■ EXERCISE PROMPT ■
Copy every line from the records below that holds the word "Mimosas".
(INPUT Opens)
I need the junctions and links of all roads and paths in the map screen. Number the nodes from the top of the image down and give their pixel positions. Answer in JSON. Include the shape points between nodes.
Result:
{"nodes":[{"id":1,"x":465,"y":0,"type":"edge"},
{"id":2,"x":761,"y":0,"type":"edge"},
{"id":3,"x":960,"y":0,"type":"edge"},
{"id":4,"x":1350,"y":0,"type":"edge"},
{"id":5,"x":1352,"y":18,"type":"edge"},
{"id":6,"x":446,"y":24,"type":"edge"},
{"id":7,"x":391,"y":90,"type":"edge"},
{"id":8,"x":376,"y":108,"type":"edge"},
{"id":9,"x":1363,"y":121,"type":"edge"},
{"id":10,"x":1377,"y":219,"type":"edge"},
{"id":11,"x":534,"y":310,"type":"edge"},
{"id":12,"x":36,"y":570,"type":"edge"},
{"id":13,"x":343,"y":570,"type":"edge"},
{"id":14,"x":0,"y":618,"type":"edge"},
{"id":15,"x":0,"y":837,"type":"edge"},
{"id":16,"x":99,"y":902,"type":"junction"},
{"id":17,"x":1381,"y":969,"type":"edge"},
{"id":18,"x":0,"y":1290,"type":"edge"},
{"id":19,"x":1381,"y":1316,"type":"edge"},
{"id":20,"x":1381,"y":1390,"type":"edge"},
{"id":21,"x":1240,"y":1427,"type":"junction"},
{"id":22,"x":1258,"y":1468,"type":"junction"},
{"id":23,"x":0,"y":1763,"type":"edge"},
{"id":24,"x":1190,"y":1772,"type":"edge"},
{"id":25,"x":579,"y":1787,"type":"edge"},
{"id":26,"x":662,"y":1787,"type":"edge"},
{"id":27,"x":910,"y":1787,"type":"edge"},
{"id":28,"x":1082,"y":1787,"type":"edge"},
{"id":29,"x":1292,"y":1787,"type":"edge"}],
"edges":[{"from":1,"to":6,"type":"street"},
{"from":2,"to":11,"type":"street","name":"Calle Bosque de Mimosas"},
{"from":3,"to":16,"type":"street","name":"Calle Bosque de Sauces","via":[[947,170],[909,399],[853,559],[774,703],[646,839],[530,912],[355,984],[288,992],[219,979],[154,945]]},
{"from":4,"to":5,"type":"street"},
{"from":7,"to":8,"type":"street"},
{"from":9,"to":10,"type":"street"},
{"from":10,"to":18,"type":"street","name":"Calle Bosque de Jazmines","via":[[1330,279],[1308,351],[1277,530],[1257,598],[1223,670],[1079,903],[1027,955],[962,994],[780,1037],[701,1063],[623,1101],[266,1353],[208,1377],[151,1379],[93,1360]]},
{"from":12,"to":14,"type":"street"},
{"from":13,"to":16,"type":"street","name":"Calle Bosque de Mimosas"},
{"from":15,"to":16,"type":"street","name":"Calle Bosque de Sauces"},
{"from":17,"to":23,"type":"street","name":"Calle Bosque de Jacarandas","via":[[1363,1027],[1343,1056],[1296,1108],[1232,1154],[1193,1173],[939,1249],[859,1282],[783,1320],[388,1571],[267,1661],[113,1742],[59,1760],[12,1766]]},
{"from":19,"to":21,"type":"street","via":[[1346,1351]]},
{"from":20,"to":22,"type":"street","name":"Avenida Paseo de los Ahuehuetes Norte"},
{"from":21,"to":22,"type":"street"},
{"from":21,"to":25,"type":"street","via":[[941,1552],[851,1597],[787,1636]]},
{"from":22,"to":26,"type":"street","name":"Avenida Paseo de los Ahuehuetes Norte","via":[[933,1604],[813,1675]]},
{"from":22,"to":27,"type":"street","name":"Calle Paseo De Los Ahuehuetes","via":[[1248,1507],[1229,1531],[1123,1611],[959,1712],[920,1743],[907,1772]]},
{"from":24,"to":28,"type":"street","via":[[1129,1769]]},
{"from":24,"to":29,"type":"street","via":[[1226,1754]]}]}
(INPUT Closes)
■ OUTPUT FOR THIS TASK ■
{"from":2,"to":11,"type":"street","name":"Calle Bosque de Mimosas"},
{"from":13,"to":16,"type":"street","name":"Calle Bosque de Mimosas"},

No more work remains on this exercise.